There’s an old photo of my junior high school football team with me, the one with the dorky glasses, in the back row. The adult close to me is Coach Hammer, the shop teacher. Yes, Hammer was his real name, yeah, it’s still funny. He was a good teacher and coach, fair, even-tempered. I recently learned he was a Korean War combat vet—he never mentioned it—and just passed away a few years ago.
Then there’s Ron (not his real name), the kid I bullied, near the front. In an age of apologies and reparations, his image begs an answer: What do you do about the past?
After the calm of junior high, football at my high school meant being bullied by the varsity. If you were lucky they only stole your lunch and made you embarrass yourself singing love songs and pop hits to the group. Sometimes they took away your water on hot days—water during practice was rationed in this era, to toughen us up. It went on when coaches less decent than Mr. Hammer would mysteriously disappear during breaks. Adult teachers with clear responsibility to stop it, but who did nothing but encourage it, calling it initiation. To toughen us up.

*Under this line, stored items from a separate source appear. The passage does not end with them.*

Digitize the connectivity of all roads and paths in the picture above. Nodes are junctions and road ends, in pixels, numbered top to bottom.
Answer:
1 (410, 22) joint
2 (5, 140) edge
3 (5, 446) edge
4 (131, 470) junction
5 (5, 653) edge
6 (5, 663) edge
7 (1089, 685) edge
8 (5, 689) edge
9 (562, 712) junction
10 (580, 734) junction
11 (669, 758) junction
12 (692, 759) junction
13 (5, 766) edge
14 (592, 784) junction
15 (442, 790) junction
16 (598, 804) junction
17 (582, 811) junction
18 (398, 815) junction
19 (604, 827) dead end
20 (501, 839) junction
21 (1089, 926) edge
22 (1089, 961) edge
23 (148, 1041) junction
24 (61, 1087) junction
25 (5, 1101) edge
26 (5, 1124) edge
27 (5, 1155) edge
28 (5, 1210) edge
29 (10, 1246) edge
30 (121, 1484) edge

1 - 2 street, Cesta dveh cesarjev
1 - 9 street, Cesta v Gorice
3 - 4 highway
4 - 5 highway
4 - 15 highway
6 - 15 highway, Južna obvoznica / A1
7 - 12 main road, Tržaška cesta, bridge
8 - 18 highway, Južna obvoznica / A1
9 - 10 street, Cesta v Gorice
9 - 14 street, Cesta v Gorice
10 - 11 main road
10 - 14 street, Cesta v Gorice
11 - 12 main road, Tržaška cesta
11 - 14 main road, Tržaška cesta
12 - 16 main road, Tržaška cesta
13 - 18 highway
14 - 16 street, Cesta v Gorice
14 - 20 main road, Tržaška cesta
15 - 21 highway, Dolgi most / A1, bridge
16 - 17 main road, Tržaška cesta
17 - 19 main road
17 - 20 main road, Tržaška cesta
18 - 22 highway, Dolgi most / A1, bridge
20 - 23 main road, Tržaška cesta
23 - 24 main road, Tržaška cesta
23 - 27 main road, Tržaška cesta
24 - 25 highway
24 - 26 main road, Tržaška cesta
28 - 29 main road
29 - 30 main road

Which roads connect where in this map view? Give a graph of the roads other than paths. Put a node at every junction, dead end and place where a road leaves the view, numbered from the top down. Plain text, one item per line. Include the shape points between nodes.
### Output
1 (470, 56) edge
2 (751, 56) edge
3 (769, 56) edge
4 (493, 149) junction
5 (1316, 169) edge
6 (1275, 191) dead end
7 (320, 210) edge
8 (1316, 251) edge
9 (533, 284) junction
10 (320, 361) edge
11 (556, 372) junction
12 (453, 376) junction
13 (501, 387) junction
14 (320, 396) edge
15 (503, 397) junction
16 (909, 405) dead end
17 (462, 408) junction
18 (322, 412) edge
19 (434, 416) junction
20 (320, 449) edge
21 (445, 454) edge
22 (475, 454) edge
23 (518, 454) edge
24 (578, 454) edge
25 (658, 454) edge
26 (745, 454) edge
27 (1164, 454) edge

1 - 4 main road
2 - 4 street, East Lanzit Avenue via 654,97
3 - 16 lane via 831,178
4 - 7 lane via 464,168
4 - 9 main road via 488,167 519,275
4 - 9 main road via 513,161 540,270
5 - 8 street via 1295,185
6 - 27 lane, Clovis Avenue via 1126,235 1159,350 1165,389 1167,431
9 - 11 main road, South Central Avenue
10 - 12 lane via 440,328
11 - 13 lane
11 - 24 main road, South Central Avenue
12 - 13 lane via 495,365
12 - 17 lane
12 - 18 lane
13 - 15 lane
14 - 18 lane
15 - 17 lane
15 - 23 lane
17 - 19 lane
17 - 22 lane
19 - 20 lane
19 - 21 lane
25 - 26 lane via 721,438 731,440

While a very few guys quit the team because of this, most just endured, some sought empty relief bullying others. I was in that last group, mercilessly teasing Ron. I was cruel in a way I wish I hated then the way I hate it now. He was an easy target who, I thought years ago, was a way for me to feel better. I couldn’t beat up the varsity football team who humiliated me, so Ron was their surrogate. Nothing I have done before or after makes me more ashamed.
The worst initiation the older kids had was making us fight each other with tackling dummies and heavy canvas bags, like so many suburban gladiators. If the big kids did not think we were fighting enthusiastically enough they would step in and continue the assault themselves. It was worse when the bags were wet and heavy.
One pointlessly humid Ohio day I was told to choose my opponent. Usually you picked a buddy with the unspoken understanding the two of you would take it easy on each other. Instead I chose Ron. Ron had stopped growing sooner than most of us. He had a big heart but wasn’t much of a fighter. Ron thought I was enough of his friend to take it easy. But I did not. Something broke inside me like a summer thunderstorm.
When Ron went down I kept hitting him, with blood splattering such that even the animals running the initiation stopped me. I was never made to fight again. Ron quit the team; his dad had to pick him up for a humiliating ride home. The season ended in exhaustion and I never again played a team sport—my apolitical red-pill moment. I’ve had no contact with Ron since.
Google found him. It looks like he’s a lawyer, made partner. He’s married. His firm’s website lists a phone number that even now stares at me.
What do you do with the past? Do I call him, apologize, offer some sort of reparation, donate money to some anti-bullying group? Would he want that, would he accept that, would a check help? Does he remember me, or was I just another forgettable part of high school that got discarded when he went on to his good college and his better law school? Does he live with what he can’t get past? Facebook suggests he has sons.
What would he say to an apology? Would he falsely but graciously accept whatever I said and get off the phone to tell his wife? (“Honey, you’ll never guess the odd call I got today…”) Would he listen to me a moment and then uncork decades of anger and resentment, telling me how I hurt him not only that day but forever, that these things don’t go away? Am I one of his ghosts as he is one of mine?
I talked to a psychiatrist friend, who explained the concept of amends for alcoholics. Making amends is one of the last of the twelve steps toward recovery, with the premise that “we may stop causing any more harm but that is not the same as repairing the damage we have already caused.” I may have become a better man than I was on that damned football team, but I have done nothing to repair the damage I did to Ron.
You start making amends by asking permission of the person you harmed. You acknowledge this is to help yourself, that you alone bear responsibility. My excuse—I bullied because I was bullied—is too easy for this task. Some things are always wrong and I should have known that, whether society or those coaches said it was OK. It is as weak as my tormentors claiming the initiations were all part of toughening us up.
Amends demands I not make any excuses. I should ask for forgiveness, but with no apologies and no remorseful mumbling. If Ron is unable to forgive me, it is my burden. Some debts take a long time to repay, maybe forever. Ron is at least still around; it would seem shallow to do something very public for his kids, or theirs so many years later.
The point of amends is asking my victim to help me. It is not about disguising my guilt as an apology. That is what separates amends from something like reparations, where it is only the victim who benefits, usually monetarily. There may be a place for that, but it is not an answer to the question of what you do with the past.